Setelah berbagai kemenangan atas berbagai peperangan yang sia-sia, itu adalah bukti dari suatu iman romantis dalam spontanitas demokrasi yang tidak lagi dapat dipertahankan. Baik negara-negara dunia ketiga maupun dunia pasca komunis – Somalia,Angola,Liberia,bekas Yugoslavia,bekas Uni Sovyet – semuanya membuktikan bahwa manusia tidak terbukti menjadi demokratis secara spontan, berkembang maju dalam kebebasan, toleransi, itikad baik, dan tanggung jawab.

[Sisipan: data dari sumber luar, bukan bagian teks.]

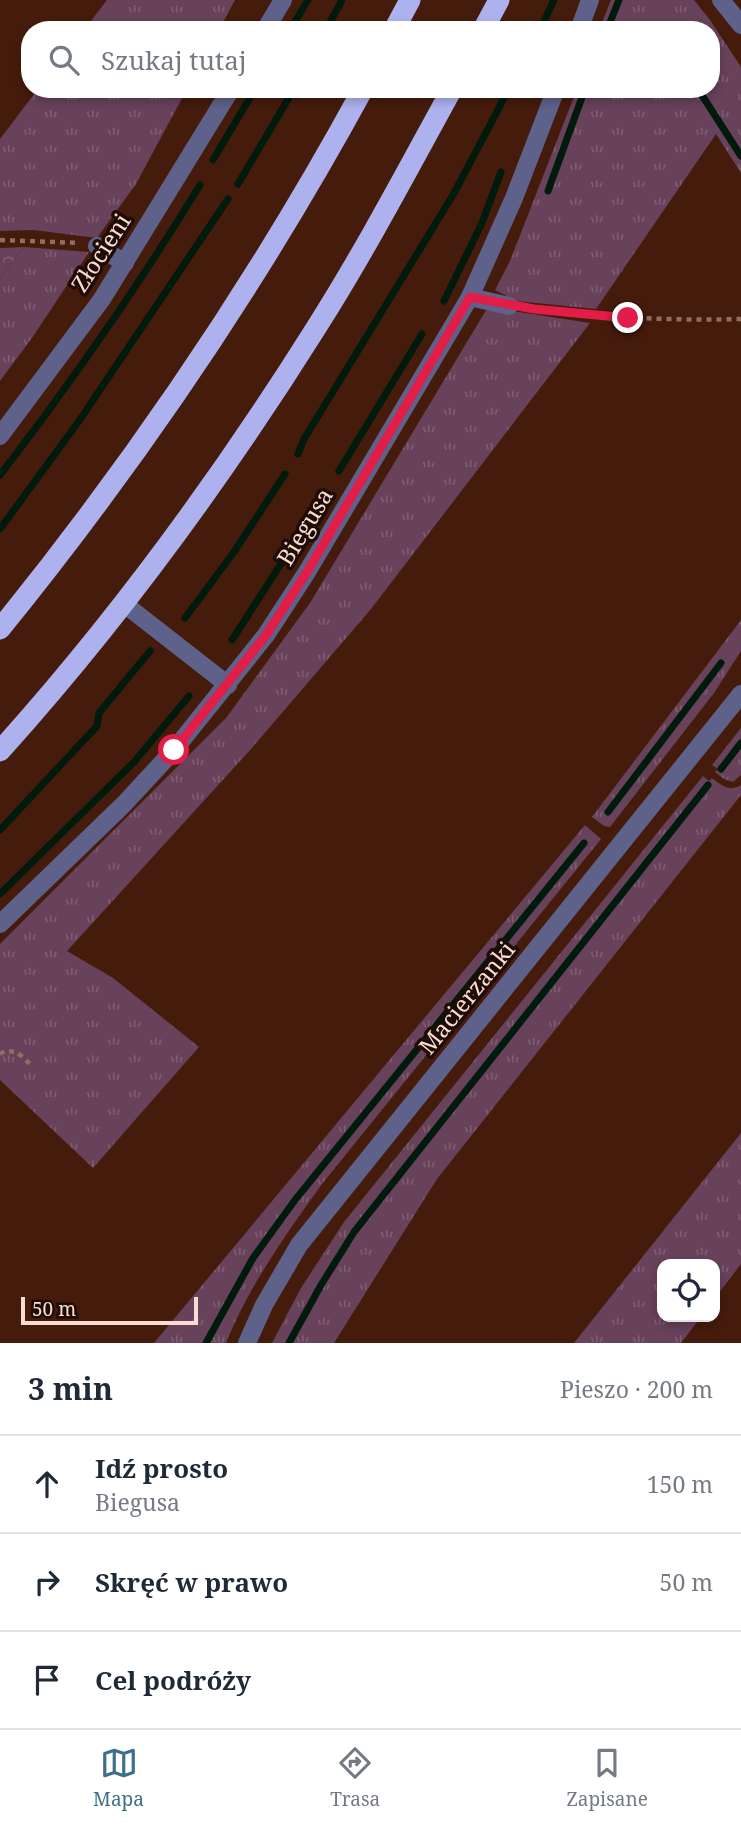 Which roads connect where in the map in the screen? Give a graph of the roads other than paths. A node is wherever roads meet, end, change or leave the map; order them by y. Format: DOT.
graph roads {
  1 [pos="283,0"];
  2 [pos="410,0"];
  3 [pos="499,0"];
  4 [pos="590,0"];
  5 [pos="721,0"];
  6 [pos="270,21"];
  7 [pos="399,21"];
  8 [pos="488,21"];
  9 [pos="582,21"];
  10 [pos="741,24"];
  11 [pos="226,98"];
  12 [pos="358,98"];
  13 [pos="447,98"];
  14 [pos="552,98"];
  15 [pos="97,246"];
  16 [pos="125,264"];
  17 [pos="470,297"];
  18 [pos="509,306"];
  19 [pos="0,436"];
  20 [pos="123,603"];
  21 [pos="0,629"];
  22 [pos="228,685"];
  23 [pos="741,694"];
  24 [pos="0,751"];
  25 [pos="0,925"];
  26 [pos="247,1343"];
  1 -- 6 [label="street"];
  2 -- 7 [label="highway"];
  3 -- 8 [label="highway"];
  4 -- 9 [label="street"];
  5 -- 10 [label="street"];
  11 -- 16 [label="street, Złocieni"];
  12 -- 21 [label="highway"];
  13 -- 20 [label="highway"];
  14 -- 17 [label="street, Biegusa"];
  15 -- 16 [label="street"];
  16 -- 19 [label="street, Złocieni"];
  17 -- 18 [label="street"];
  17 -- 22 [label="street, Biegusa"];
  20 -- 22 [label="street"];
  20 -- 24 [label="highway"];
  22 -- 25 [label="street, Biegusa"];
  23 -- 26 [label="street, Macierzanki"];
}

Mereka jauh lebih mungkin untuk terus bertindak dalam cara-cara yang terbukti produktif di masa lampau, tidak peduli betapa destruktifnya mereka, mengingat perang telah diakhiri dan musuh-musuh demokrasi ditaklukkan. Misalnya saja, ddengan runtuhnya kekuasaan Uni Sovyet, ideologi negatif dari “anti-komunisme” telah menjadi tidak relevan seperti halnya Peniup Seruling setelah tikus-tikus meninggalkan kota, atau seperti ideologi negatif dari “anti kolonialisme” begitu kekaisaran-kekaisaran kolonial rontok. Meskipun demikian, kebiasaan-kebiasaan lama masih sulit lenyap. Dibutuhkan lebih dari sekedar mengalahkan kekaisaran jahat dan menyerahkannya kepada tangan yang tak terlihat untuk memastikan bahwa masa depan demokrasi dalam dunia pasca komunis. Demokrasi pun merupakan suatu pencapaian, bukan pertumbuhan spontan.
Demokrasi membutuhkan upaya yang aktif dan cerdas.